Sono del ’33, e ricordo bene quei famigerati giorni quando gli aerei anglo-americani passavano appesantiti dalle bombe per Salerno per dirigersi a Napoli.
Ero un ragazzino di dieci anni ed ero uso a contare gli aerei delle varie squadriglie. Si, quegli aerei andavano a Napoli per bombardarla, e tutti noi lo sapevamo, tanto è vero che mio padre che era napoletano, essendo preoccupato per la sorte dei propri stretti parenti che vivevano a Napoli, ebbe la tentazione di andarli a trovare per verificare se fossero rimasti incolumi dai numerosi bombardamenti. Ma il caso volle che proprio lui si salvò la vita per miracolo perché, avendo sentito la sirena d’allarme che preannunciava l’arrivo di aerei nemici, si precipitò ad occupare un posto in un più vicino rifugio antiaereo . Così, dopo le prime bombe, uscì dal rifugio per correre dai suoi parenti al Vasto e al Vomero .. Dopo pochi minuti giunse un’altra squadriglia , le cui bombe colpirono in pieno il rifugio dov’era stato, pochi minuti prima, mio padre . In quel rifugio morirono quasi tutti.
 
Non mi stanco di raccontare che quando passavano gli aerei nemici per il cielo di Salerno li contavo ad uno ad uno. Fu proprio in una di queste occasioni che , nell’indimenticabile 21 giugno del 1943, mentre ero appena rientrato dalla scuola di via Roccacocchia di Pastena, sentii il solito rumore cupo di squadriglie di aerei. Mia madre , per sfamarmi un po’ , aveva preparato un’insalata di patate bollite con pomodori e cipolle tritate, senza pane, non vedevo l’ora di partire in attacco con la forchetta quando fui appunto distolto dall’arnese per precipitarmi fuori e contare i soliti quadrimotori. Volavano ad ala di rondine come il solito, ed io che abitavo a fronte strada nazionale a pian terreno uscii di corsa per non perdere la conta, anche mia madre , per paura , era postata sulla soglia della porta, quando, all’improvviso, caddero numerose bombe a pochissime centinaia di passi da casa nostra. Mia madre rimase impalata tra i due stipiti della porta che, per via dello spostamento d’aria , non aveva la forza di staccarsi . Le bombe caddero un po’ alla rinfusa e i danni non furono da poco.. Ci riunimmo in famiglia e , dopo qualche ora, ci nascondemmo sotto il ponte di pisciotta che era appunto dirimpetto alla vecchia caserma dei carabinieri che sta tra Pastena e Mercatello. Aspettavamo un’altra ondata di bombardamenti e non ci eravamo sbagliati. Tra noi si era rifugiato anche il maresciallo dei carabinieri il quale apparve più pauroso di noi . Passata quella temibile giornata, decidemmo di trascorrere , assieme ad un’altra famiglia, la notte sotto gli agrumi in una terra nei pressi di Mercatello ,di proprietà di una certa Gesualda che conosceva mia madre per poi darci da fare l’indomani mattina.

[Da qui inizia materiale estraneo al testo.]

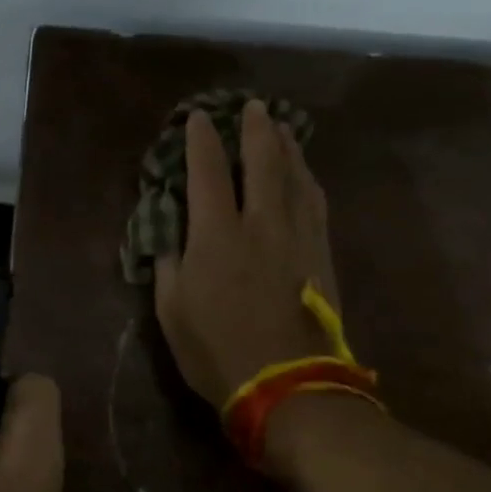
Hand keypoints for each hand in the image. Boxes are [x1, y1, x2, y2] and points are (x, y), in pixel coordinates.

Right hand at [154, 100, 341, 421]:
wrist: (288, 384)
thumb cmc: (217, 350)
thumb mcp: (171, 311)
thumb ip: (169, 264)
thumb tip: (171, 234)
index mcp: (216, 236)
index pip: (206, 173)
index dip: (201, 141)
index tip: (198, 118)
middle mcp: (260, 223)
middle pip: (262, 162)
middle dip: (255, 129)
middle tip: (252, 106)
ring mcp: (297, 237)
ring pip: (295, 177)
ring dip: (287, 146)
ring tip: (281, 127)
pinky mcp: (321, 254)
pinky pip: (315, 203)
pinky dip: (307, 179)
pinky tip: (305, 173)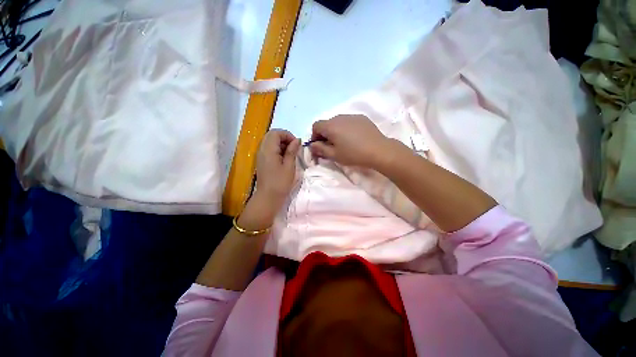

Era una notte di luna piena e noi ci sistemammo sotto gli alberi di mandarini. Le donne si ficcarono addosso le coperte scure e gli uomini, fumando qualche spinello di tabacco, ragionavano del più e del meno e per decidere dove sfollare l’indomani mattina, .
In quel momento sorvolò su di noi una squadriglia di aerei da combattimento nemica che, avendoci notato dall’alto, anche per via delle sigarette accese, e , forse, scambiandoci per militari, tornò indietro uno degli aerei e ci mitragliò. I colpi di mitraglia passarono a pochi centimetri dal mio corpo, e devo dire che fui davvero graziato da Dio perché, per qualche centimetro in meno risparmiai la vita. 
… Quella notte del 21 giugno del 1943, sempre in sintonia con il vicinato, pensammo di sfollare in un luogo lontano in montagna. C’era un vicino di casa che possedeva un cavallo e conosceva abbastanza bene i paesi di montagna ; ci consigliò di sfollare a Prepezzano e che lui ci avrebbe aiutato a trasferire, col suo carretto, qualche nostro mobile, materassi e qualche utile arnese da cucina. Fummo tutti d’accordo .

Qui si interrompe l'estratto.